R - Un certain nombre d'acteurs, dans le numérique, l'industrie ou la finance, bénéficient du marché intérieur sans contribuer financièrement à son bon fonctionnement. Ils doivent le faire davantage désormais. C'est tout l'enjeu des ressources propres. D'où les réflexions sur une taxe numérique, la création d'une contribution sur les plastiques non recyclés ou la compensation carbone aux frontières. Certaines de ces pistes sont mûres, notamment lorsqu'elles sont en cohérence avec nos objectifs en matière d'environnement et de climat.
Q - Lesquelles ?
R - La contribution sur les plastiques non recyclés est sans doute la plus avancée. Le mécanisme de compensation carbone aux frontières est un dossier que nous voudrions boucler dans les douze à dix-huit mois qui viennent. Il faut bien voir que le Parlement européen a fait de cette question une ligne rouge. Sans accord sur la création de nouvelles ressources propres, il n'y aura pas de deal sur le budget. C'est la clef. D'autant que, pour l'instant, la question du recours à l'endettement pour financer tel ou tel projet est taboue. Je ne dis pas qu'il faut s'endetter, mais quand vous voyez les centaines de millions d'euros dépensés par les Etats-Unis et la Chine dans l'innovation dans un contexte de taux d'intérêt bas, on peut aussi se poser la question, non ?
Q - Les agriculteurs français craignent d'être les grands perdants du futur budget. À tort ?
R - Certainement pas, et c'est pour nous tout l'enjeu de l'avenir de la politique agricole commune (PAC). À quoi doit-elle d'abord servir ? À soutenir le revenu des agriculteurs, accompagner la transition agroécologique et structurer les filières, aider au développement rural pour permettre aux agriculteurs d'investir et de se diversifier. Evidemment, nous devons adapter la PAC aux nouveaux défis environnementaux et climatiques ainsi qu'à l'instabilité des marchés. Mais nous ne ferons pas demain la même chose que ce que nous avons fait hier, car nous ne pouvons qu'en constater les limites. Pour autant, il est hors de question de raboter le budget. La PAC doit être une PAC qui accompagne la transition, sécurise les revenus et les investissements d'avenir. C'est aussi un outil de souveraineté pour l'alimentation et la production agricole, pour la gestion de l'espace agricole et productif, qui est considérable. Or nous n'y mettons que 0,3% de notre PIB, c'est vraiment très peu... alors que les consommateurs réclament des produits sains et de bonne qualité ! Ceux qui nous disent que la PAC est "has been" n'ont rien compris !

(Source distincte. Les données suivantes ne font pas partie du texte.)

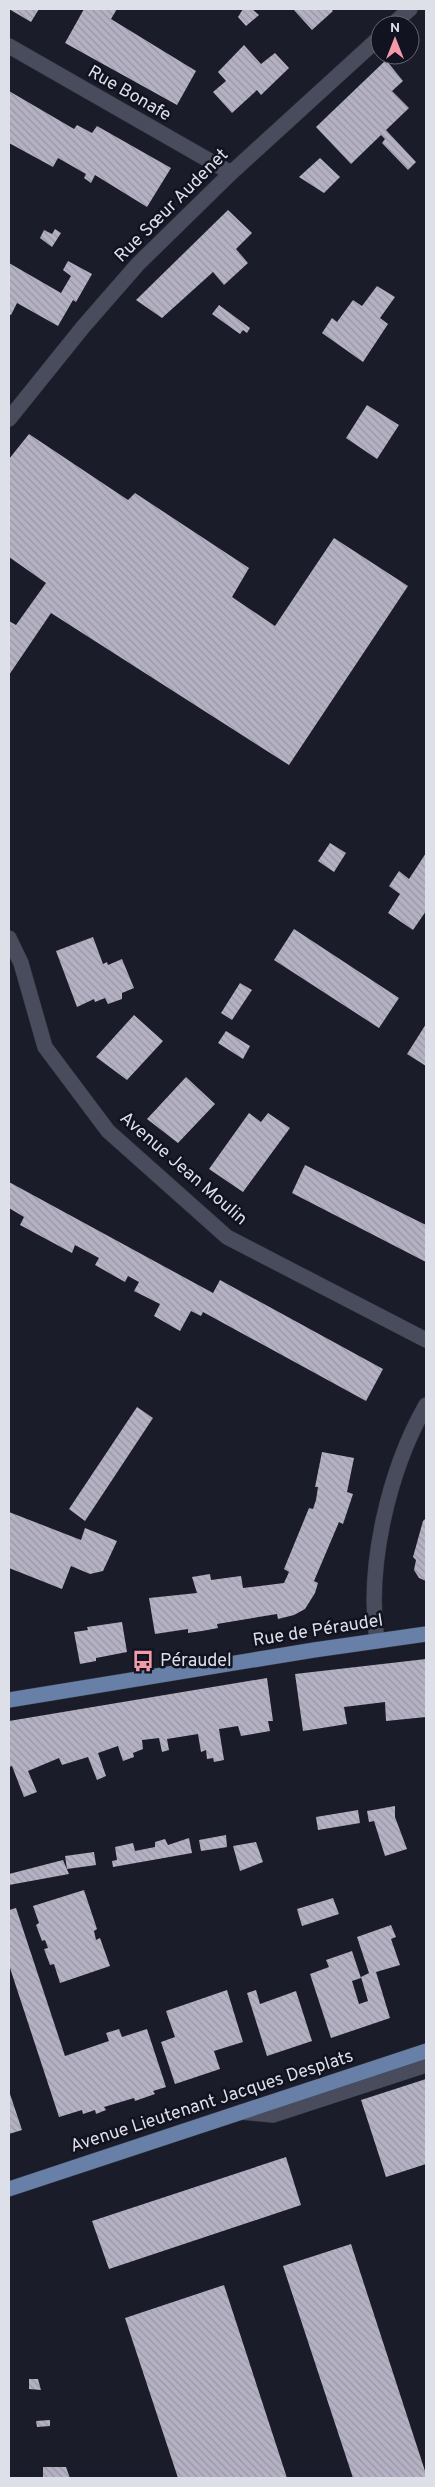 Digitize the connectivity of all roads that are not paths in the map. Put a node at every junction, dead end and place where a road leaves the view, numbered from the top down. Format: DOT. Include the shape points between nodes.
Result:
graph roads {
  1 [pos="9,46"];
  2 [pos="370,46"];
  3 [pos="231,173"];
  4 [pos="9,419"];
  5 [pos="9,938"];
  6 [pos="426,1340"];
  7 [pos="426,1405"];
  8 [pos="426,1634"];
  9 [pos="377,1640"];
  10 [pos="9,1700"];
  11 [pos="426,2050"];
  12 [pos="426,2065"];
  13 [pos="241,2112"];
  14 [pos="9,2189"];
  1 -- 3 [label="street, Rue Bonafe"];
  2 -- 3 [label="street, Rue Sœur Audenet"];
  3 -- 4 [label="street, Rue Sœur Audenet" via="138,264"];
  5 -- 6 [label="street, Avenue Jean Moulin" via="21,963 45,1047 108,1131 228,1237"];
  7 -- 9 [label="street" via="407,1443 386,1512 376,1571 373,1617"];
  8 -- 9 [label="main road, Rue de Péraudel"];
  9 -- 10 [label="main road, Rue de Péraudel"];
  11 -- 13 [label="main road, Avenue Lieutenant Jacques Desplats"];
  12 -- 13 [label="street" via="274,2115"];
  13 -- 14 [label="main road, Avenue Lieutenant Jacques Desplats"];
}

Q - La Commission souhaite verdir sa politique et donc le budget de l'UE... Comment ?
R - Puisque l'Union européenne s'est fixé comme objectif d'arriver à la neutralité carbone en 2050, nous devons dépenser de l'argent pour le faire. Il faut donc mettre en cohérence les ressources et les dépenses pour que ce budget 2021-2027 puisse concrétiser le Pacte vert promis par Ursula von der Leyen. 40% du budget doit être lié à la transition environnementale, dont 30% à la lutte contre le changement climatique et 10% à la préservation de la biodiversité et la pollution. Si nous sommes en dessous, nous n'aurons pas les moyens de faire ce que nous avons promis. L'Europe se mettrait alors elle-même en échec.
Q - Et quid du budget de la zone euro, ou du moins ce qu'il en reste ?
R - Ce qui est déjà beaucoup, c'est que le principe même de son existence a été acté pour favoriser l'investissement et la convergence économique entre les Etats. Certes, à 17 milliards d'euros seulement, il est encore de trop petite taille pour l'enjeu. La réserve d'eau est là. Et ma bataille sera de créer les vannes pour y brancher des tuyaux, c'est-à-dire de nouvelles ressources, et augmenter ainsi son niveau ! Si nous attendons 2027 pour le réabonder, nous aurons perdu trop de temps.